A história surge assim como uma grande catástrofe natural. A
questão central é sobreviver sem perder demasiado a face, recompondo a vida,
até que ela, a vida, se esqueça de nós e dos valores que encarnámos e que,
possivelmente, guardámos como uma recordação de um passado morto, mas que se
visita nas horas de nostalgia. Um dos problemas que se podem colocar neste tipo
de narrativa é o da verdade. Será que a narrativa de Bulgákov retém a verdade
histórica dos acontecimentos? A questão tem dois aspectos. O primeiro diz
respeito à própria noção de verdade histórica. Se há coisa que é disputada em
história é o locus a partir
do qual se pode instituir um regime veridiccional que permita ajuizar da
verdade ou não das narrativas históricas – essas mesmas que pretendem o
estatuto de cientificidade. Este é um problema que pertence à epistemologia da
história ou a uma meta-história, não diz respeito ao romance.

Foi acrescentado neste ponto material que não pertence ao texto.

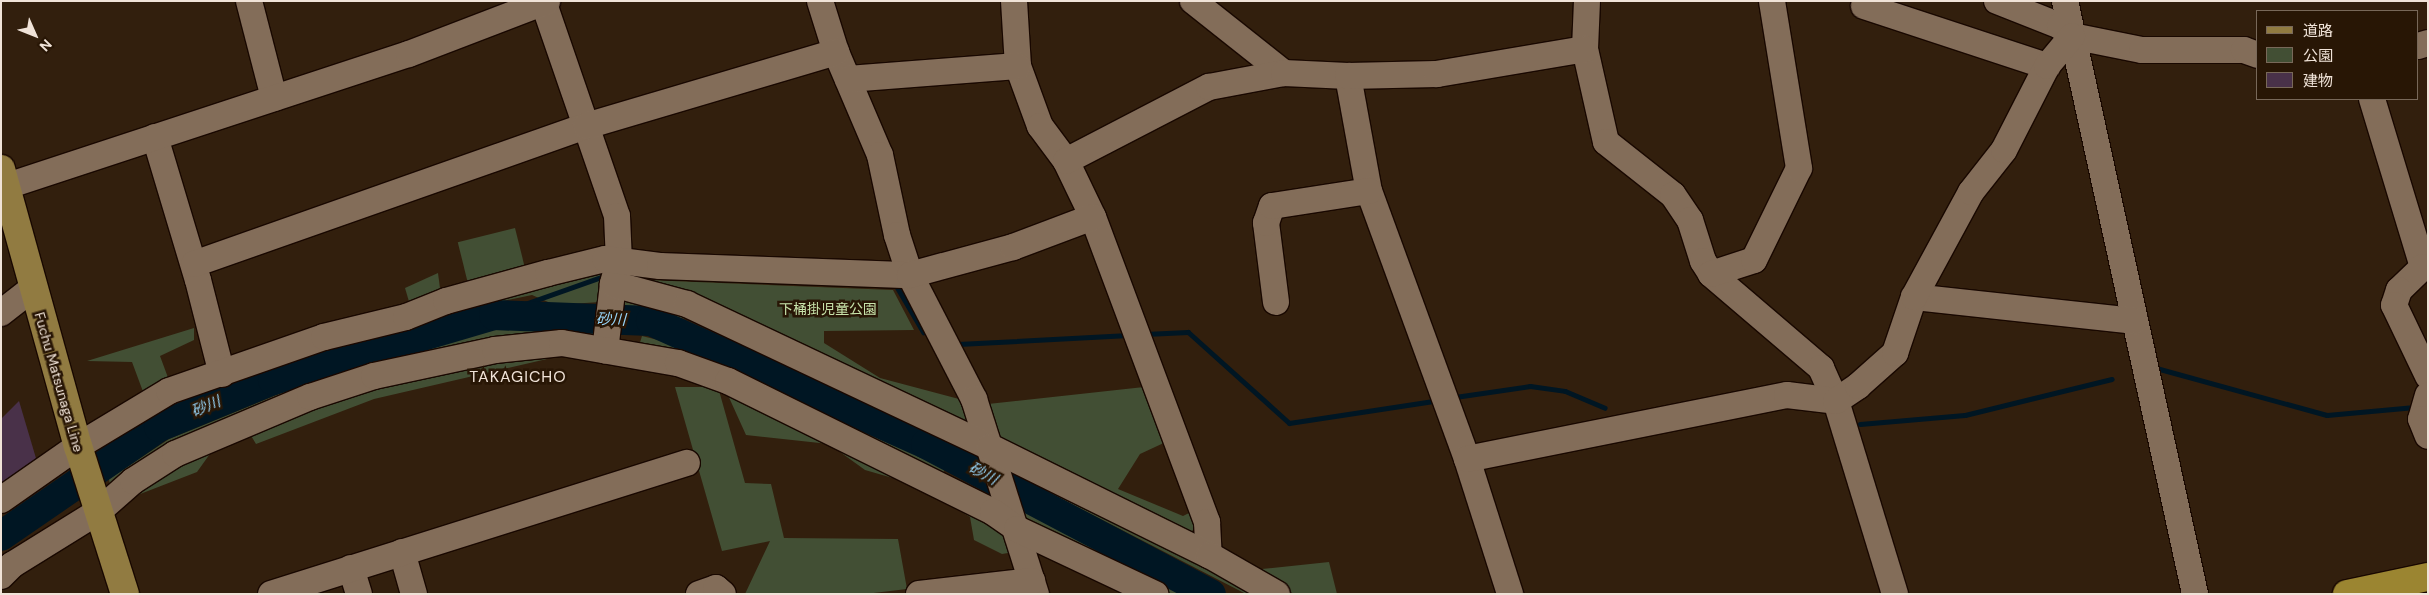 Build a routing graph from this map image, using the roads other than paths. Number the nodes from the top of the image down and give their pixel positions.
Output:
1 (249, 1) edge
2 (820, 1) edge
3 (1014, 1) edge
4 (1193, 1) edge
5 (1587, 1) edge
6 (1772, 1) edge
7 (1997, 1) edge
8 (544, 2) edge
9 (2070, 3) edge
10 (1864, 6) dead end
11 (2072, 36) junction
12 (1585, 49) junction
13 (836, 52) junction
14 (2256, 53) edge
15 (1018, 66) junction
16 (2047, 66) junction
17 (1284, 73) junction
18 (1348, 76) junction
19 (848, 80) junction
20 (274, 98) junction
21 (2372, 100) edge
22 (586, 126) junction
23 (155, 137) junction
24 (1066, 162) junction
25 (3, 181) edge
26 (1369, 191) junction
27 (1093, 217) junction
28 (194, 264) junction
29 (616, 272) junction
30 (1711, 274) junction
31 (910, 275) junction
32 (32, 289) junction
33 (1914, 297) junction
34 (1276, 302) dead end
35 (1, 313) edge
36 (2135, 321) junction
37 (605, 351) junction
38 (222, 374) junction
39 (2428, 376) edge
40 (2428, 395) edge
41 (1836, 401) junction
42 (2428, 436) edge
43 (78, 446) junction
44 (990, 447) junction
45 (1467, 459) junction
46 (687, 462) dead end
47 (1, 500) edge
48 (99, 512) junction
49 (1017, 529) junction
50 (402, 552) junction
51 (1208, 555) junction
52 (351, 568) junction
53 (1, 576) edge
54 (2428, 577) edge
55 (1034, 587) edge
56 (125, 594) edge
57 (270, 594) edge
58 (359, 594) edge
59 (414, 594) edge
60 (700, 594) edge
61 (723, 594) edge
62 (920, 594) edge
63 (1155, 594) edge
64 (1277, 594) edge
65 (1510, 594) edge
66 (1895, 594) edge
67 (2195, 594) edge
68 (2347, 594) edge

1 - 20 street
2 - 13 street
3 - 15 street
4 - 17 street
5 - 12 street
6 - 30 street
7 - 11 street
8 - 20 street
8 - 22 street
9 - 11 street
10 - 16 street
11 - 14 street
11 - 16 street
11 - 36 street
12 - 18 street
12 - 30 street
13 - 19 street
13 - 22 street
15 - 19 street
15 - 24 street
16 - 33 street
17 - 18 street
17 - 24 street
18 - 26 street
19 - 31 street
20 - 23 street
21 - 39 street
22 - 28 street
22 - 29 street
23 - 25 street
23 - 28 street
24 - 27 street
25 - 32 main road, Fuchu Matsunaga Line
26 - 34 street
26 - 45 street
27 - 31 street
27 - 51 street
28 - 38 street
29 - 31 street
29 - 37 street
29 - 38 street
29 - 44 street
30 - 41 street
31 - 44 street
32 - 35 street
32 - 43 main road, Fuchu Matsunaga Line
33 - 36 street
33 - 41 street
36 - 67 street
37 - 48 street
37 - 49 street
38 - 43 street
40 - 42 street
41 - 45 street
41 - 66 street
43 - 47 street
43 - 48 main road, Fuchu Matsunaga Line
44 - 49 street
44 - 51 street
45 - 65 street
46 - 50 street
48 - 53 street
48 - 56 main road, Fuchu Matsunaga Line
49 - 55 street
49 - 63 street
50 - 52 street
50 - 59 street
51 - 64 street
52 - 57 street
52 - 58 street
54 - 68 highway
55 - 62 street
60 - 61 street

Se narrativa romanesca e narrativa histórica se cruzam, como
é o caso de A Guarda Branca, o elemento desse cruzamento é o tempo e não a
verdade. São duas formas de tratar a temporalidade, de a estruturar através do
discurso. Seja qual for o princípio veridiccional que se adopte para julgar da
verdade das narrativas históricas ele será sempre estranho à ficção romanesca.
O facto de um romance ser ficção desliga-o de um compromisso com a verdade?
Será a verdade uma virtude apenas dos discursos científicos e cognitivos? A
resposta a ambas as questões é não. No entanto, o locus veridiccional da narrativa romanesca reside numa atitude
do leitor sublinhada por Coleridge: a suspensão da descrença. É esta atitude
que determina a verdade ficcional.
A verdade de A
Guarda Branca e dos acontecimentos que envolvem os irmãos Turbin não
se encontra na adequação da narração a factos supostamente ocorridos, mas na
capacidade que Bulgákov tem de levar o leitor a suspender a descrença na
narrativa. O que está em jogo não é se algo se passou daquela maneira, mas se
está narrado de forma a que se acredite que se poderia ter passado. É uma
questão artística e não factual. E Bulgákov, neste seu primeiro romance, é já
um artista consumado. Quem ler o episódio da milagrosa cura de Aleksei -
condenado à morte pela impotência da medicina - devido à oração de Elena à
Virgem, em momento algum sente qualquer necessidade de voltar a um regime de
verdade que questione o milagre. O conjunto de processos narrativos a que
Bulgákov lança mão constroem a verdade de uma ficção. A verdade ficcional é
também ela uma ficção, no sentido de uma fabricação que nos leve a suspender a
descrença e a confrontar-nos com o texto e, para falar à maneira de Paul
Ricoeur, o mundo que ele propõe; neste caso, olhar as metamorfoses de si-mesmo,
de vários si-mesmos, sob a tempestade da história.